Facebook Retargeting and Custom Audience

Irgendwie ist es schwierig mit den Cookies. Wie ein Damoklesschwert schwebt über der Online-Werbung die Frage: Was tun, wenn neue Richtlinien den Einsatz von Cookies weiter einschränken? Allein der Gedanke an ein generelles Opt-in macht die Online-Werber nervös. Ihre Angst: Verlieren sie die Cookies, können sie die Nutzer teilweise nicht wiedererkennen. Davon wäre ganz besonders das Retargeting betroffen. Ein Problem ohne Lösung? Mitnichten: Facebook hat das Cookie-Problem im Grunde gelöst.

Jeder Facebook-Nutzer verfügt über eine eindeutige und device-unabhängige Facebook-ID. Mit den neu eingeführten Website Custom Audiences (WCA) können sich Werbungtreibende diese ID zunutze machen und die User über mehrere Geräte hinweg ansprechen und wiedererkennen. In diesem Punkt ist das Unternehmen anderen Retargeting-Anbietern, die Nutzer im mobilen Inventar nicht finden können, klar voraus.
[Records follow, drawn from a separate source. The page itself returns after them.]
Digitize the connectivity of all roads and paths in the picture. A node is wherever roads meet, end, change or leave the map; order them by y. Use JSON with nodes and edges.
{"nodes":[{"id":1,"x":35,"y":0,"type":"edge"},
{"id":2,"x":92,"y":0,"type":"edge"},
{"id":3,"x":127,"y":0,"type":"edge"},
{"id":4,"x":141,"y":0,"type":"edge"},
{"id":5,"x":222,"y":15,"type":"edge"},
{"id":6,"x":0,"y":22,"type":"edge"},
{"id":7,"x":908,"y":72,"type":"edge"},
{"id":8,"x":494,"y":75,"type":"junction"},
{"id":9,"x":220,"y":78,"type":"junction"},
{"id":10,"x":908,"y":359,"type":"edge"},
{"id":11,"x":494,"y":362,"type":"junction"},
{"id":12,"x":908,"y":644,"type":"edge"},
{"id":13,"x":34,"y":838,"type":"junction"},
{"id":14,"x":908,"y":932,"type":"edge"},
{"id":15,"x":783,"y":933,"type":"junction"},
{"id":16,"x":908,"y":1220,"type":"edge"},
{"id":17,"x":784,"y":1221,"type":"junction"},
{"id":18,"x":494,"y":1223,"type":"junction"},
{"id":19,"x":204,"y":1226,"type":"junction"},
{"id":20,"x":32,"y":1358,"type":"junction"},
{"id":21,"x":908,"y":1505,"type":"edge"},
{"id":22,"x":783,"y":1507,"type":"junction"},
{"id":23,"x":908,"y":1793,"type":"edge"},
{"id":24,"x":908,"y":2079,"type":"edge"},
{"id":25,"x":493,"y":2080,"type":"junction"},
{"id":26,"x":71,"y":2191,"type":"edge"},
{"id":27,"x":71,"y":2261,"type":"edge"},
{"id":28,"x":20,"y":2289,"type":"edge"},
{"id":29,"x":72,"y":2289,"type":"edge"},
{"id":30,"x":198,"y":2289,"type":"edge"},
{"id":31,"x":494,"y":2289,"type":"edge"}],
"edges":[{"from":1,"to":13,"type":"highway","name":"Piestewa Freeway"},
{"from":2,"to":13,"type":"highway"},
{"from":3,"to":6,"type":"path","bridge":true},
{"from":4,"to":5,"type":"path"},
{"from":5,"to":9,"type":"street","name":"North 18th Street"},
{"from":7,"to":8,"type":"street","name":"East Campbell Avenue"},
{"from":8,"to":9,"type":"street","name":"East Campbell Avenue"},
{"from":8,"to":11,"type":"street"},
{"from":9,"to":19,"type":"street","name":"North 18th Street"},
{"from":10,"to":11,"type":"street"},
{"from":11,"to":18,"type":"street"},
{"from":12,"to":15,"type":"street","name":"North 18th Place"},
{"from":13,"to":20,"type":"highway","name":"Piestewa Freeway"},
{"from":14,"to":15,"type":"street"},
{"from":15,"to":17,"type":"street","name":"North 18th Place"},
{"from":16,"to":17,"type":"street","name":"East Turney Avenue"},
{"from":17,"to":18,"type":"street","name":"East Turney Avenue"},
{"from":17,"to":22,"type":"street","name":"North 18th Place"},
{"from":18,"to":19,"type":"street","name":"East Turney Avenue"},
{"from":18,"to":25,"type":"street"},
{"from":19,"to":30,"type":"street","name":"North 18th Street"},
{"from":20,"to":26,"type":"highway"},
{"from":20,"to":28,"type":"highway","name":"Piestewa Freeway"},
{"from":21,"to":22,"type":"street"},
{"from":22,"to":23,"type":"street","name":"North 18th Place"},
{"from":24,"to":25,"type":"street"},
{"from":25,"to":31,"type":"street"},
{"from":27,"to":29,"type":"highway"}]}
Da für die Website Custom Audiences zudem lediglich ein Retargeting-Pixel auf der Homepage integriert werden muss, stellen diese rechtlich kein Problem dar. Dies ist nicht zu verwechseln mit den herkömmlichen Custom Audiences, für die der Werbungtreibende eine Kundendatenbank an Facebook übermitteln muss. Anders als in den USA, wo das Thema bereits in den Fachmedien präsent ist, sind in Deutschland die Chancen der Website Custom Audiences noch kaum einem Werbungtreibenden bekannt.

Wie funktionieren Website Custom Audiences?

Für die Nutzung von Website Custom Audiences generiert der Werbungtreibende im Facebook-Werbekonto ein Tracking Pixel und implementiert dieses daraufhin auf seiner Webseite. Das Pixel erlaubt es ihm, die Besucher zu markieren und über eine Facebook-Anzeige erneut anzusprechen.

Die Konfiguration ist denkbar einfach: Man implementiert nur einen einzigen Pixel. Die Logik zum Aufbau der Listen, die sich aus dem Nutzerverhalten ergeben, steuert  man über das Facebook-Konto. Auch bei neuen Segmentierungen, an die man vielleicht gar nicht gedacht hatte, muss man am Pixel selbst nichts ändern. Allerdings muss darauf geachtet werden, dass die URLs „sprechend‘“ aufgebaut werden, sodass beim Aufbau der Listen nach URL-Bestandteilen gefiltert werden kann. So können beispielsweise alle Nutzer herausgefiltert werden, die eine Seite besucht haben, in deren URL ein bestimmtes Produkt oder eine bestimmte Kategorie enthalten ist. Die Listen sind in wenigen Minuten konfiguriert und befüllen sich sofort danach mit den Daten.  (mehr…)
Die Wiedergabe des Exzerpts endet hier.